▼

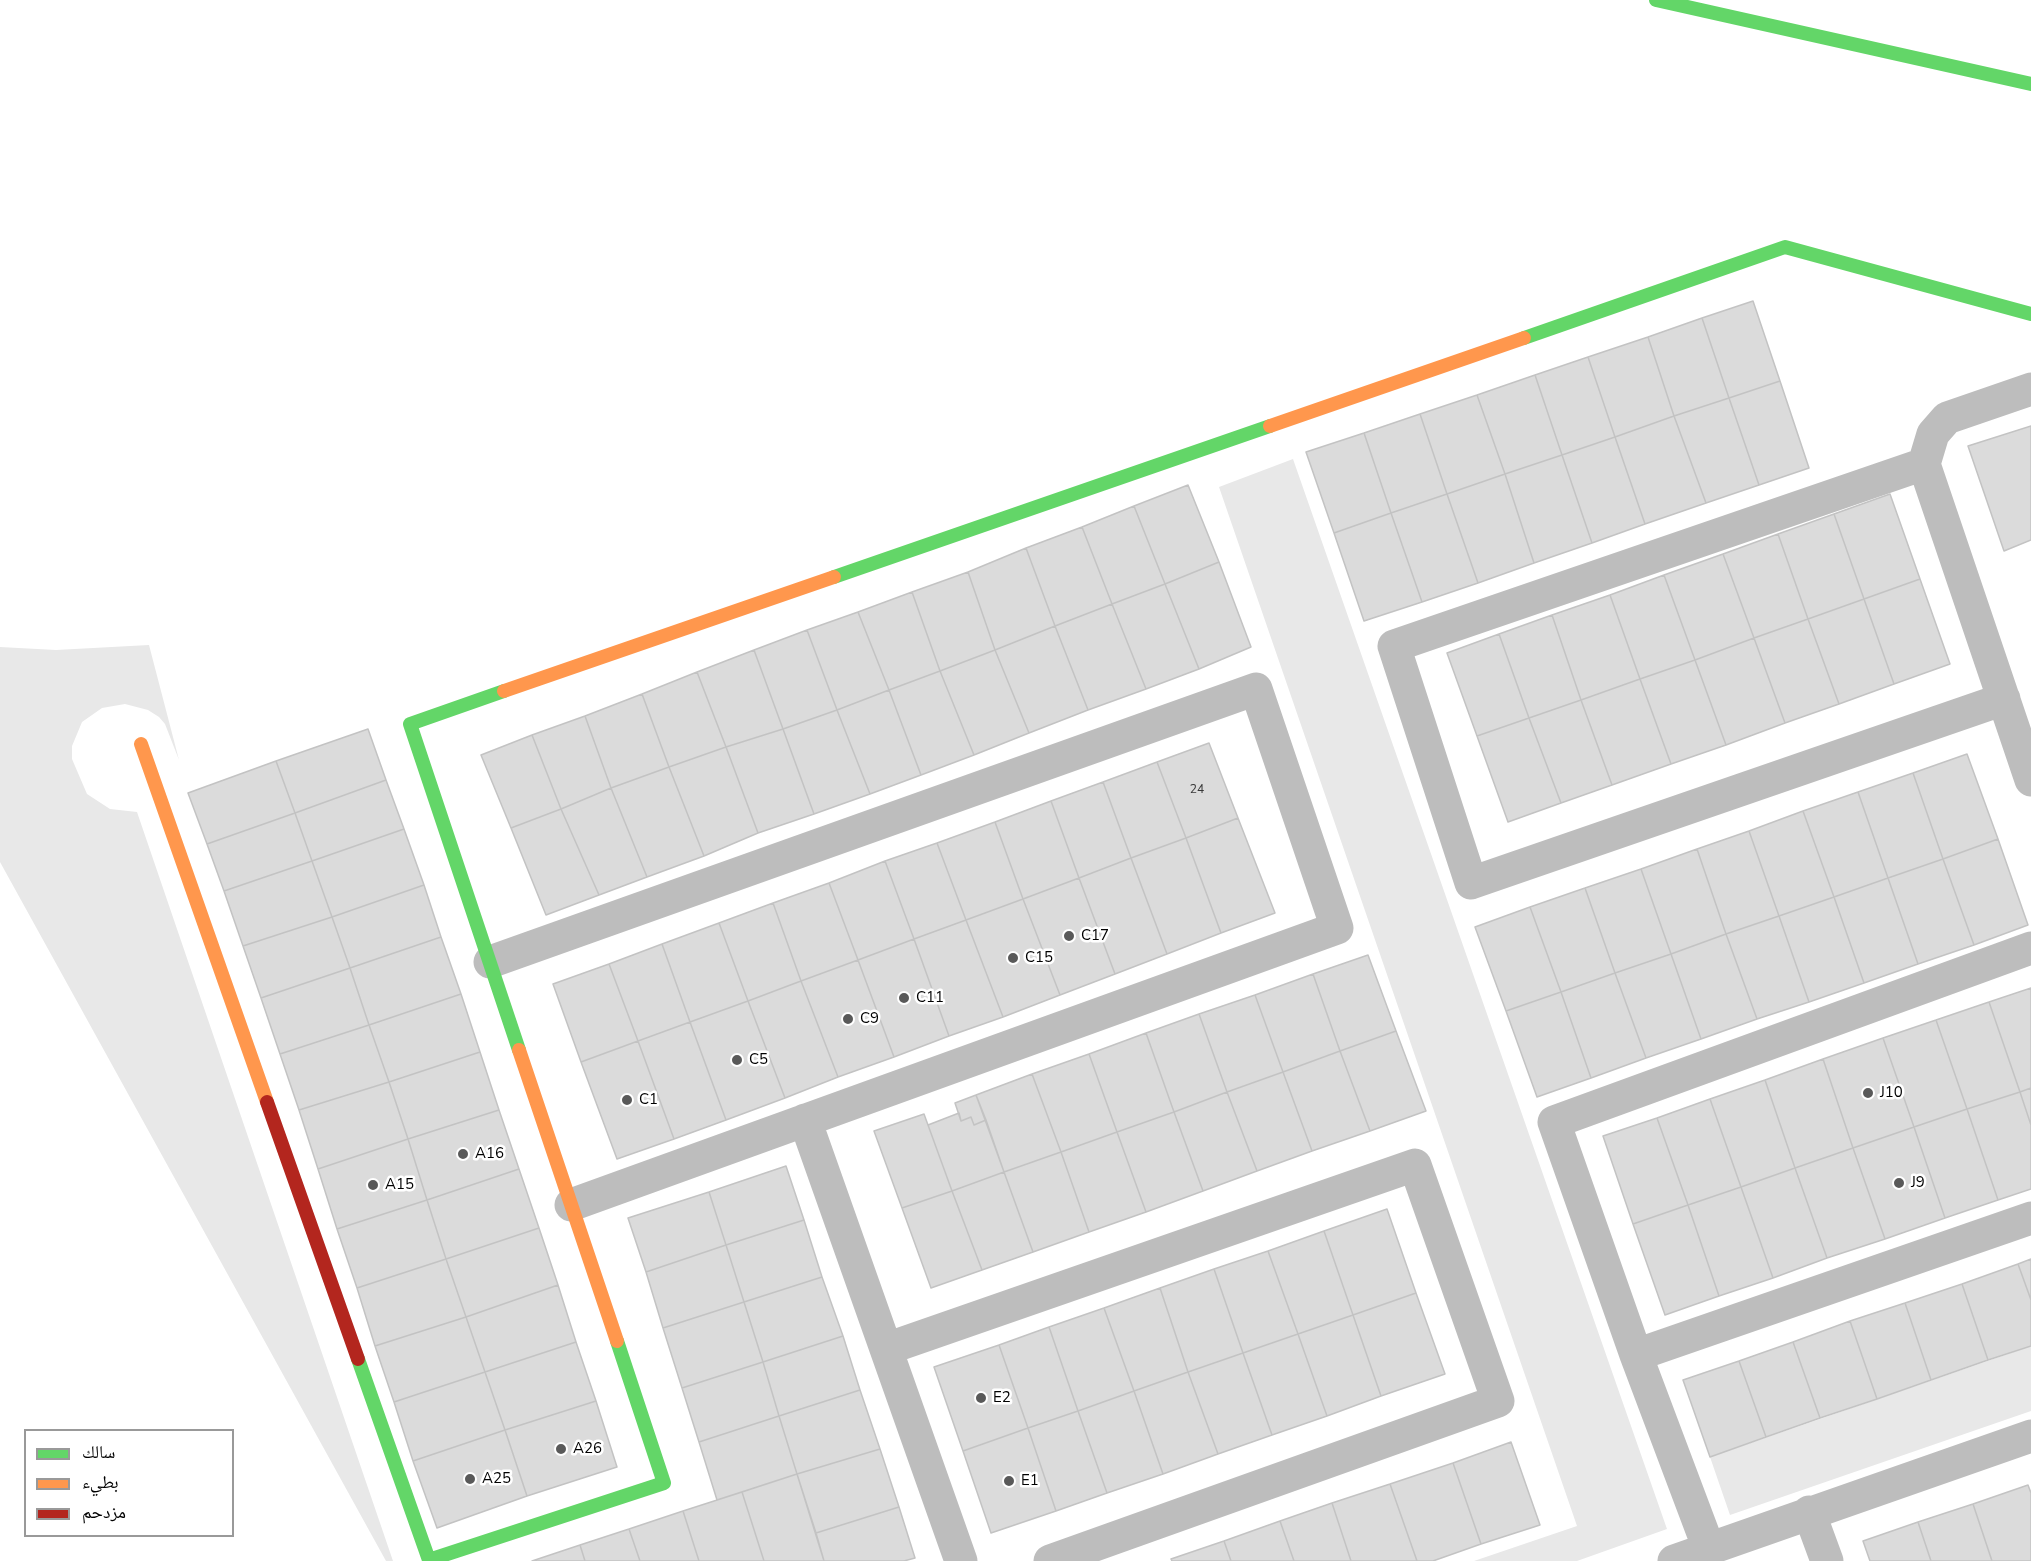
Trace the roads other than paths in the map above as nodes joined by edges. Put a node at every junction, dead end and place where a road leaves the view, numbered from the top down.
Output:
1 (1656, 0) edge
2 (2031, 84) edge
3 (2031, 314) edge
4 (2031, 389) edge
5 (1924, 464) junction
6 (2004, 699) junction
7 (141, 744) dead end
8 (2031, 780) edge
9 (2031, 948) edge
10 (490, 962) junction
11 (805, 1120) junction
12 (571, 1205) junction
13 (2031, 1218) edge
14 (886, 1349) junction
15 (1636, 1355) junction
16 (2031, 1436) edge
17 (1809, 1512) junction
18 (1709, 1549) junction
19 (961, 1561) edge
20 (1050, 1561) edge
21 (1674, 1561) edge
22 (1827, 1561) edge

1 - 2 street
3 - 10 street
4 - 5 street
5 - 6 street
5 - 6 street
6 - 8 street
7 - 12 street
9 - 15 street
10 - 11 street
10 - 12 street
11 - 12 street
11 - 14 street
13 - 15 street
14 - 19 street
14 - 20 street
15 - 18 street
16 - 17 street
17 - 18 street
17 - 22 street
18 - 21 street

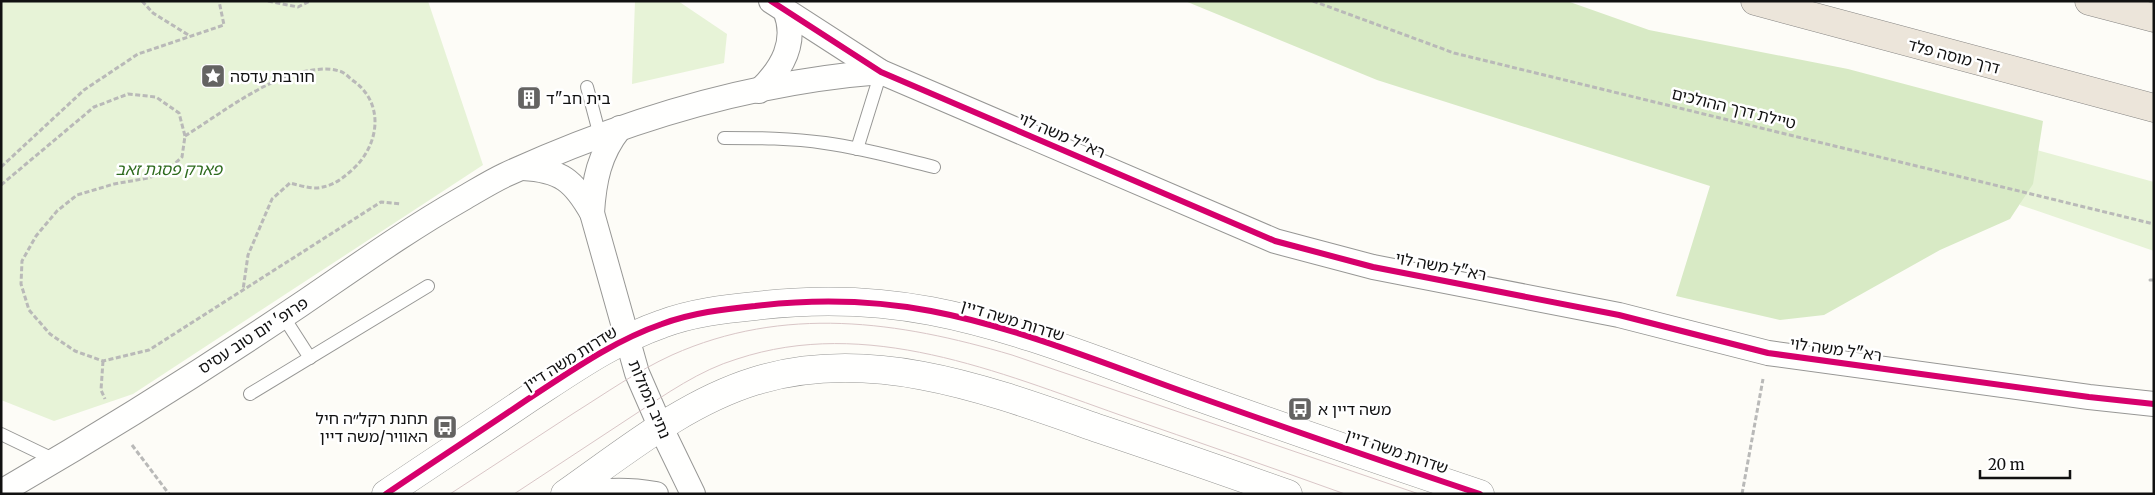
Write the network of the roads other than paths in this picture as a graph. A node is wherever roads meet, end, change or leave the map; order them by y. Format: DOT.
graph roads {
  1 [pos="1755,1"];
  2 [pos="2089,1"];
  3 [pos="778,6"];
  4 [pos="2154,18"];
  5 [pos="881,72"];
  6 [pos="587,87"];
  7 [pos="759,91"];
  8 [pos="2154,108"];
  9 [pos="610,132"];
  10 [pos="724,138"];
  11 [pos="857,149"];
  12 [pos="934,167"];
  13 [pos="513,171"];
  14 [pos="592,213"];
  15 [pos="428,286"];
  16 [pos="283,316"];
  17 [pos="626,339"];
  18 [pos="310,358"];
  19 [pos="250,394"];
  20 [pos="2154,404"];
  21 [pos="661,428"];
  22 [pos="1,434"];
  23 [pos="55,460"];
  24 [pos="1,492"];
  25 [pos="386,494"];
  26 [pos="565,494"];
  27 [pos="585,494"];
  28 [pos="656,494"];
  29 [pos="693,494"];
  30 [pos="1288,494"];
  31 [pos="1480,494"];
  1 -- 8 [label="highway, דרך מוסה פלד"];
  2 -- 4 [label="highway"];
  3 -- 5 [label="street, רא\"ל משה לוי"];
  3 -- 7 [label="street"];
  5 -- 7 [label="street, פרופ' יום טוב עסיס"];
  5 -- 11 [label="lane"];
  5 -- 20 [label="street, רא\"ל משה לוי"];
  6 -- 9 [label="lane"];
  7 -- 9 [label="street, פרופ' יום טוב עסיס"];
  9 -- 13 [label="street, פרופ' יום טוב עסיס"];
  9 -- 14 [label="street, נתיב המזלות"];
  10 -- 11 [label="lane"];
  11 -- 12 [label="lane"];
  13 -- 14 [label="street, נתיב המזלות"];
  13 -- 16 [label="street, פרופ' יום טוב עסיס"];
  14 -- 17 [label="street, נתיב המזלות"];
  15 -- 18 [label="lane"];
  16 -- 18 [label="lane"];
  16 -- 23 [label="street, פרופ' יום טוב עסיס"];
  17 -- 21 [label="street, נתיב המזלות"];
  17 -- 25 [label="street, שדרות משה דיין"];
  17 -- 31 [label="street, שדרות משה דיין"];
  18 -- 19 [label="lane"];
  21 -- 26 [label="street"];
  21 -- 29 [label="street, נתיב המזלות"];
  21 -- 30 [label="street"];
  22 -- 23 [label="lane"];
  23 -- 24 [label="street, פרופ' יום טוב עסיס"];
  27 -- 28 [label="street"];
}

▲

Print, word for word, every entry shown above; the pictures stay out.

• Task result
Trace the roads other than paths in the map above as nodes joined by edges. Put a node at every junction, dead end and place where a road leaves the view, numbered from the top down.
Output:
1 (1656, 0) edge
2 (2031, 84) edge
3 (2031, 314) edge
4 (2031, 389) edge
5 (1924, 464) junction
6 (2004, 699) junction
7 (141, 744) dead end
8 (2031, 780) edge
9 (2031, 948) edge
10 (490, 962) junction
11 (805, 1120) junction
12 (571, 1205) junction
13 (2031, 1218) edge
14 (886, 1349) junction
15 (1636, 1355) junction
16 (2031, 1436) edge
17 (1809, 1512) junction
18 (1709, 1549) junction
19 (961, 1561) edge
20 (1050, 1561) edge
21 (1674, 1561) edge
22 (1827, 1561) edge

1 - 2 street
3 - 10 street
4 - 5 street
5 - 6 street
5 - 6 street
6 - 8 street
7 - 12 street
9 - 15 street
10 - 11 street
10 - 12 street
11 - 12 street
11 - 14 street
13 - 15 street
14 - 19 street
14 - 20 street
15 - 18 street
16 - 17 street
17 - 18 street
17 - 22 street
18 - 21 street

Write the network of the roads other than paths in this picture as a graph. A node is wherever roads meet, end, change or leave the map; order them by y. Format: DOT.
graph roads {
  1 [pos="1755,1"];
  2 [pos="2089,1"];
  3 [pos="778,6"];
  4 [pos="2154,18"];
  5 [pos="881,72"];
  6 [pos="587,87"];
  7 [pos="759,91"];
  8 [pos="2154,108"];
  9 [pos="610,132"];
  10 [pos="724,138"];
  11 [pos="857,149"];
  12 [pos="934,167"];
  13 [pos="513,171"];
  14 [pos="592,213"];
  15 [pos="428,286"];
  16 [pos="283,316"];
  17 [pos="626,339"];
  18 [pos="310,358"];
  19 [pos="250,394"];
  20 [pos="2154,404"];
  21 [pos="661,428"];
  22 [pos="1,434"];
  23 [pos="55,460"];
  24 [pos="1,492"];
  25 [pos="386,494"];
  26 [pos="565,494"];
  27 [pos="585,494"];
  28 [pos="656,494"];
  29 [pos="693,494"];
  30 [pos="1288,494"];
  31 [pos="1480,494"];
  1 -- 8 [label="highway, דרך מוסה פלד"];
  2 -- 4 [label="highway"];
  3 -- 5 [label="street, רא\"ל משה לוי"];
  3 -- 7 [label="street"];
  5 -- 7 [label="street, פרופ' יום טוב עסיס"];
  5 -- 11 [label="lane"];
  5 -- 20 [label="street, רא\"ל משה לוי"];
  6 -- 9 [label="lane"];
  7 -- 9 [label="street, פרופ' יום טוב עסיס"];
  9 -- 13 [label="street, פרופ' יום טוב עסיס"];
  9 -- 14 [label="street, נתיב המזלות"];
  10 -- 11 [label="lane"];
  11 -- 12 [label="lane"];
  13 -- 14 [label="street, נתיב המזלות"];
  13 -- 16 [label="street, פרופ' יום טוב עסיס"];
  14 -- 17 [label="street, נתיב המזלות"];
  15 -- 18 [label="lane"];
  16 -- 18 [label="lane"];
  16 -- 23 [label="street, פרופ' יום טוב עסיס"];
  17 -- 21 [label="street, נתיב המזלות"];
  17 -- 25 [label="street, שדרות משה דיין"];
  17 -- 31 [label="street, שדרות משה דיין"];
  18 -- 19 [label="lane"];
  21 -- 26 [label="street"];
  21 -- 29 [label="street, נתיב המזלות"];
  21 -- 30 [label="street"];
  22 -- 23 [label="lane"];
  23 -- 24 [label="street, פרופ' יום טוב עסיס"];
  27 -- 28 [label="street"];
}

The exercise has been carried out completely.